PROBLEM DESCRIPTION
Please set down each record exactly as it appears, but leave out any pictures.

[Saved data entries]
----------

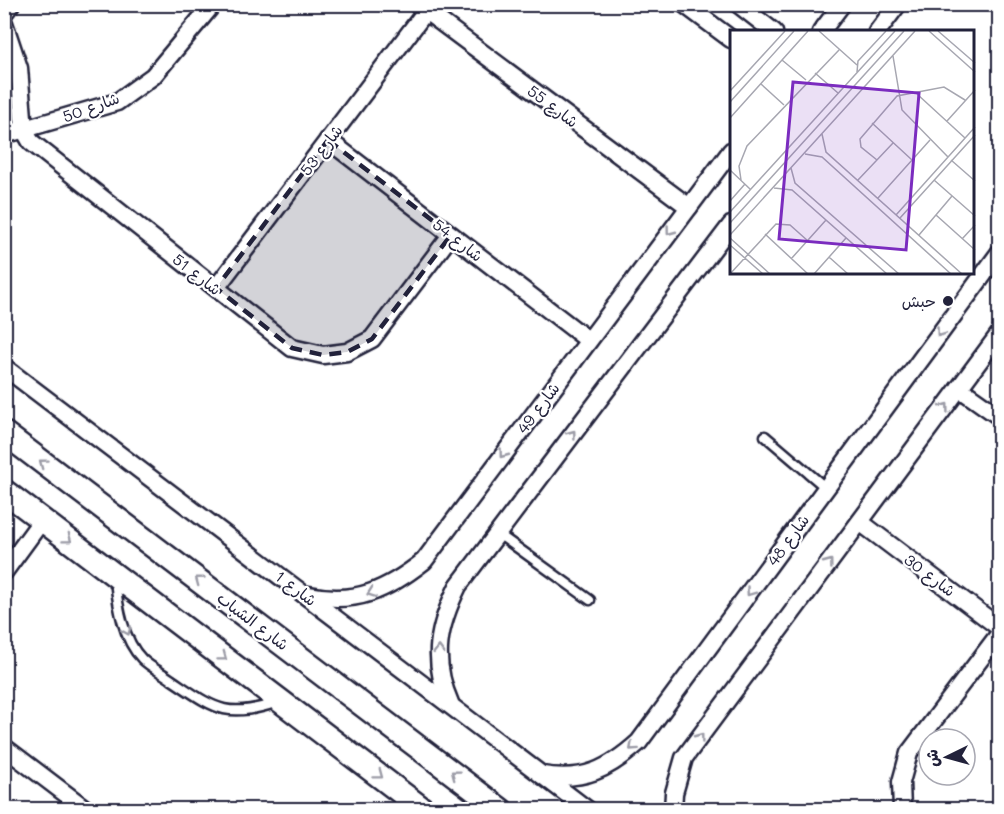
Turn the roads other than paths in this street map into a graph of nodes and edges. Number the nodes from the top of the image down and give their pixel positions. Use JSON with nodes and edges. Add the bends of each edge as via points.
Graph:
{"nodes":[{"id":1,"x":11,"y":4,"type":"edge"},
{"id":2,"x":213,"y":4,"type":"edge"},
{"id":3,"x":684,"y":4,"type":"edge"},
{"id":4,"x":738,"y":4,"type":"edge"},
{"id":5,"x":842,"y":4,"type":"edge"},
{"id":6,"x":898,"y":4,"type":"edge"},
{"id":7,"x":422,"y":8,"type":"edge"},
{"id":8,"x":4,"y":13,"type":"edge"},
{"id":9,"x":4,"y":23,"type":"edge"},
{"id":10,"x":771,"y":30,"type":"edge"},
{"id":11,"x":822,"y":30,"type":"edge"},
{"id":12,"x":878,"y":30,"type":"edge"},
{"id":13,"x":730,"y":38,"type":"edge"},
{"id":14,"x":24,"y":130,"type":"junction"},
{"id":15,"x":4,"y":135,"type":"edge"},
{"id":16,"x":328,"y":140,"type":"junction"},
{"id":17,"x":730,"y":152,"type":"edge"},
{"id":18,"x":689,"y":207,"type":"junction"},
{"id":19,"x":730,"y":226,"type":"edge"},
{"id":20,"x":451,"y":235,"type":"junction"},
{"id":21,"x":999,"y":252,"type":"edge"},
{"id":22,"x":216,"y":288,"type":"junction"},
{"id":23,"x":999,"y":333,"type":"edge"},
{"id":24,"x":588,"y":340,"type":"junction"},
{"id":25,"x":4,"y":367,"type":"edge"},
{"id":26,"x":959,"y":387,"type":"junction"},
{"id":27,"x":999,"y":417,"type":"edge"},
{"id":28,"x":4,"y":433,"type":"edge"},
{"id":29,"x":765,"y":436,"type":"dead end"},
{"id":30,"x":826,"y":488,"type":"junction"},
{"id":31,"x":4,"y":491,"type":"edge"},
{"id":32,"x":42,"y":520,"type":"junction"},
{"id":33,"x":860,"y":522,"type":"junction"},
{"id":34,"x":497,"y":533,"type":"junction"},
{"id":35,"x":4,"y":572,"type":"edge"},
{"id":36,"x":114,"y":574,"type":"junction"},
{"id":37,"x":304,"y":594,"type":"junction"},
{"id":38,"x":590,"y":600,"type":"dead end"},
{"id":39,"x":999,"y":628,"type":"edge"},
{"id":40,"x":999,"y":633,"type":"edge"},
{"id":41,"x":281,"y":701,"type":"junction"},
{"id":42,"x":452,"y":706,"type":"junction"},
{"id":43,"x":4,"y":747,"type":"edge"},
{"id":44,"x":542,"y":774,"type":"junction"},
{"id":45,"x":87,"y":810,"type":"edge"},
{"id":46,"x":424,"y":810,"type":"edge"},
{"id":47,"x":501,"y":810,"type":"edge"},
{"id":48,"x":588,"y":810,"type":"edge"},
{"id":49,"x":673,"y":810,"type":"edge"},
{"id":50,"x":902,"y":810,"type":"edge"}],
"edges":[{"from":1,"to":8,"type":"street"},
{"from":2,"to":14,"type":"street","name":"شارع 50","via":[[153,76],[117,102]]},
{"from":3,"to":13,"type":"street"},
{"from":4,"to":10,"type":"street"},
{"from":5,"to":11,"type":"street"},
{"from":6,"to":12,"type":"street"},
{"from":7,"to":16,"type":"street","name":"شارع 53"},
{"from":7,"to":18,"type":"street","name":"شارع 55"},
{"from":9,"to":14,"type":"street","via":[[19,68]]},
{"from":14,"to":15,"type":"street","name":"شارع 50"},
{"from":14,"to":22,"type":"street","name":"شارع 51","via":[[31,142]]},
{"from":16,"to":20,"type":"street","name":"شارع 54"},
{"from":16,"to":22,"type":"street","name":"شارع 53"},
{"from":17,"to":18,"type":"street","name":"شارع 49"},
{"from":18,"to":24,"type":"street","name":"شارع 49","one_way":true},
{"from":34,"to":19,"type":"street","one_way":true},
{"from":20,"to":22,"type":"street","name":"شارع 51","via":[[372,339],[347,352],[322,355],[292,348]]},
{"from":20,"to":24,"type":"street","name":"شارع 54"},
{"from":21,"to":30,"type":"street","name":"شارع 48","one_way":true},
{"from":23,"to":26,"type":"street"},
{"from":24,"to":37,"type":"street","name":"شارع 49","one_way":true,"via":[[424,561],[396,583],[364,596],[328,599]]},
{"from":25,"to":37,"type":"street","name":"شارع 1"},
{"from":26,"to":27,"type":"street"},
{"from":33,"to":26,"type":"street","one_way":true},
{"from":47,"to":28,"type":"street","name":"شارع الشباب","one_way":true},
{"from":29,"to":30,"type":"lane"},
{"from":30,"to":44,"type":"street","name":"شارع 48","one_way":true,"via":[[639,742],[616,762],[589,774],[560,778]]},
{"from":31,"to":32,"type":"street"},
{"from":32,"to":35,"type":"street"},
{"from":32,"to":36,"type":"street","one_way":true},
{"from":33,"to":39,"type":"street","name":"شارع 30"},
{"from":49,"to":33,"type":"street","one_way":true,"via":[[684,758]]},
{"from":34,"to":38,"type":"lane"},
{"from":42,"to":34,"type":"street","one_way":true,"via":[[442,685],[438,651],[443,617],[458,585]]},
{"from":36,"to":41,"type":"street","one_way":true},
{"from":36,"to":41,"type":"lane","one_way":true,"via":[[124,623],[141,658],[213,708],[248,710]]},
{"from":37,"to":42,"type":"street","name":"شارع 1"},
{"from":40,"to":50,"type":"street","via":[[909,753],[901,782]]},
{"from":41,"to":46,"type":"street","one_way":true},
{"from":42,"to":44,"type":"street","name":"شارع 1"},
{"from":43,"to":45,"type":"street"},
{"from":44,"to":48,"type":"street","name":"شارع 1"}]}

----------

RESULT FOR THIS EXERCISE
Turn the roads other than paths in this street map into a graph of nodes and edges. Number the nodes from the top of the image down and give their pixel positions. Use JSON with nodes and edges. Add the bends of each edge as via points.
Graph:
{"nodes":[{"id":1,"x":11,"y":4,"type":"edge"},
{"id":2,"x":213,"y":4,"type":"edge"},
{"id":3,"x":684,"y":4,"type":"edge"},
{"id":4,"x":738,"y":4,"type":"edge"},
{"id":5,"x":842,"y":4,"type":"edge"},
{"id":6,"x":898,"y":4,"type":"edge"},
{"id":7,"x":422,"y":8,"type":"edge"},
{"id":8,"x":4,"y":13,"type":"edge"},
{"id":9,"x":4,"y":23,"type":"edge"},
{"id":10,"x":771,"y":30,"type":"edge"},
{"id":11,"x":822,"y":30,"type":"edge"},
{"id":12,"x":878,"y":30,"type":"edge"},
{"id":13,"x":730,"y":38,"type":"edge"},
{"id":14,"x":24,"y":130,"type":"junction"},
{"id":15,"x":4,"y":135,"type":"edge"},
{"id":16,"x":328,"y":140,"type":"junction"},
{"id":17,"x":730,"y":152,"type":"edge"},
{"id":18,"x":689,"y":207,"type":"junction"},
{"id":19,"x":730,"y":226,"type":"edge"},
{"id":20,"x":451,"y":235,"type":"junction"},
{"id":21,"x":999,"y":252,"type":"edge"},
{"id":22,"x":216,"y":288,"type":"junction"},
{"id":23,"x":999,"y":333,"type":"edge"},
{"id":24,"x":588,"y":340,"type":"junction"},
{"id":25,"x":4,"y":367,"type":"edge"},
{"id":26,"x":959,"y":387,"type":"junction"},
{"id":27,"x":999,"y":417,"type":"edge"},
{"id":28,"x":4,"y":433,"type":"edge"},
{"id":29,"x":765,"y":436,"type":"dead end"},
{"id":30,"x":826,"y":488,"type":"junction"},
{"id":31,"x":4,"y":491,"type":"edge"},
{"id":32,"x":42,"y":520,"type":"junction"},
{"id":33,"x":860,"y":522,"type":"junction"},
{"id":34,"x":497,"y":533,"type":"junction"},
{"id":35,"x":4,"y":572,"type":"edge"},
{"id":36,"x":114,"y":574,"type":"junction"},
{"id":37,"x":304,"y":594,"type":"junction"},
{"id":38,"x":590,"y":600,"type":"dead end"},
{"id":39,"x":999,"y":628,"type":"edge"},
{"id":40,"x":999,"y":633,"type":"edge"},
{"id":41,"x":281,"y":701,"type":"junction"},
{"id":42,"x":452,"y":706,"type":"junction"},
{"id":43,"x":4,"y":747,"type":"edge"},
{"id":44,"x":542,"y":774,"type":"junction"},
{"id":45,"x":87,"y":810,"type":"edge"},
{"id":46,"x":424,"y":810,"type":"edge"},
{"id":47,"x":501,"y":810,"type":"edge"},
{"id":48,"x":588,"y":810,"type":"edge"},
{"id":49,"x":673,"y":810,"type":"edge"},
{"id":50,"x":902,"y":810,"type":"edge"}],
"edges":[{"from":1,"to":8,"type":"street"},
{"from":2,"to":14,"type":"street","name":"شارع 50","via":[[153,76],[117,102]]},
{"from":3,"to":13,"type":"street"},
{"from":4,"to":10,"type":"street"},
{"from":5,"to":11,"type":"street"},
{"from":6,"to":12,"type":"street"},
{"from":7,"to":16,"type":"street","name":"شارع 53"},
{"from":7,"to":18,"type":"street","name":"شارع 55"},
{"from":9,"to":14,"type":"street","via":[[19,68]]},
{"from":14,"to":15,"type":"street","name":"شارع 50"},
{"from":14,"to":22,"type":"street","name":"شارع 51","via":[[31,142]]},
{"from":16,"to":20,"type":"street","name":"شارع 54"},
{"from":16,"to":22,"type":"street","name":"شارع 53"},
{"from":17,"to":18,"type":"street","name":"شارع 49"},
{"from":18,"to":24,"type":"street","name":"شارع 49","one_way":true},
{"from":34,"to":19,"type":"street","one_way":true},
{"from":20,"to":22,"type":"street","name":"شارع 51","via":[[372,339],[347,352],[322,355],[292,348]]},
{"from":20,"to":24,"type":"street","name":"شارع 54"},
{"from":21,"to":30,"type":"street","name":"شارع 48","one_way":true},
{"from":23,"to":26,"type":"street"},
{"from":24,"to":37,"type":"street","name":"شارع 49","one_way":true,"via":[[424,561],[396,583],[364,596],[328,599]]},
{"from":25,"to":37,"type":"street","name":"شارع 1"},
{"from":26,"to":27,"type":"street"},
{"from":33,"to":26,"type":"street","one_way":true},
{"from":47,"to":28,"type":"street","name":"شارع الشباب","one_way":true},
{"from":29,"to":30,"type":"lane"},
{"from":30,"to":44,"type":"street","name":"شارع 48","one_way":true,"via":[[639,742],[616,762],[589,774],[560,778]]},
{"from":31,"to":32,"type":"street"},
{"from":32,"to":35,"type":"street"},
{"from":32,"to":36,"type":"street","one_way":true},
{"from":33,"to":39,"type":"street","name":"شارع 30"},
{"from":49,"to":33,"type":"street","one_way":true,"via":[[684,758]]},
{"from":34,"to":38,"type":"lane"},
{"from":42,"to":34,"type":"street","one_way":true,"via":[[442,685],[438,651],[443,617],[458,585]]},
{"from":36,"to":41,"type":"street","one_way":true},
{"from":36,"to":41,"type":"lane","one_way":true,"via":[[124,623],[141,658],[213,708],[248,710]]},
{"from":37,"to":42,"type":"street","name":"شارع 1"},
{"from":40,"to":50,"type":"street","via":[[909,753],[901,782]]},
{"from":41,"to":46,"type":"street","one_way":true},
{"from":42,"to":44,"type":"street","name":"شارع 1"},
{"from":43,"to":45,"type":"street"},
{"from":44,"to":48,"type":"street","name":"شارع 1"}]}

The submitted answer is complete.